#### WORK REQUIRED:
Look for "mouth" in the records and copy every line that has it.

#### EXTRACTED INFORMATION:
"""
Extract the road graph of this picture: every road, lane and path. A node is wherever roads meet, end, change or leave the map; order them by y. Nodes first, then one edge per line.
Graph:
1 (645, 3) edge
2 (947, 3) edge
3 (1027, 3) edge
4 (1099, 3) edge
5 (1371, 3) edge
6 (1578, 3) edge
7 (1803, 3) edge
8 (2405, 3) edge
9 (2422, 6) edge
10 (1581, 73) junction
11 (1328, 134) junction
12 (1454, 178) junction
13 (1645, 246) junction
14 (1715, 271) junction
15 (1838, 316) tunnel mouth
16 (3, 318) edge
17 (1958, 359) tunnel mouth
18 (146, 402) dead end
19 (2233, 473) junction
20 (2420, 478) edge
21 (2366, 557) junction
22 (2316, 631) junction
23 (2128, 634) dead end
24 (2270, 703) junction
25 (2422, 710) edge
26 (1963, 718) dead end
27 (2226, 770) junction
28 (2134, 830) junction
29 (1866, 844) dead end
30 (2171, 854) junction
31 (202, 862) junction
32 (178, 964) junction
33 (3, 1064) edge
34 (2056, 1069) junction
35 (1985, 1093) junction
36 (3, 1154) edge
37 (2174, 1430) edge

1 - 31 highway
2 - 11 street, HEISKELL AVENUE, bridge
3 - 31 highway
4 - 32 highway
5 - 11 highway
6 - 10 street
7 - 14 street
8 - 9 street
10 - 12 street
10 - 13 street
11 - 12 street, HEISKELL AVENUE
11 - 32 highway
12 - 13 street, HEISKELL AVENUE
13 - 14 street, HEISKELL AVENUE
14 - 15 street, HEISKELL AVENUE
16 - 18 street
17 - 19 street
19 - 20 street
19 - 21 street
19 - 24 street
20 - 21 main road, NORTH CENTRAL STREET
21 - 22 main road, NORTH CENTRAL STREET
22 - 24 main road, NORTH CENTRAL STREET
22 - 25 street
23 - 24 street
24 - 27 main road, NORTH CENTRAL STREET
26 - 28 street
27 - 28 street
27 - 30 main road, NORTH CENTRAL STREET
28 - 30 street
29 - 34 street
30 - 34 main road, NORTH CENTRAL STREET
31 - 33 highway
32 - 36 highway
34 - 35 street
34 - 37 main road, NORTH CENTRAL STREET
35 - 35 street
"""
#### EXERCISE OUTPUT:
15 (1838, 316) tunnel mouth
17 (1958, 359) tunnel mouth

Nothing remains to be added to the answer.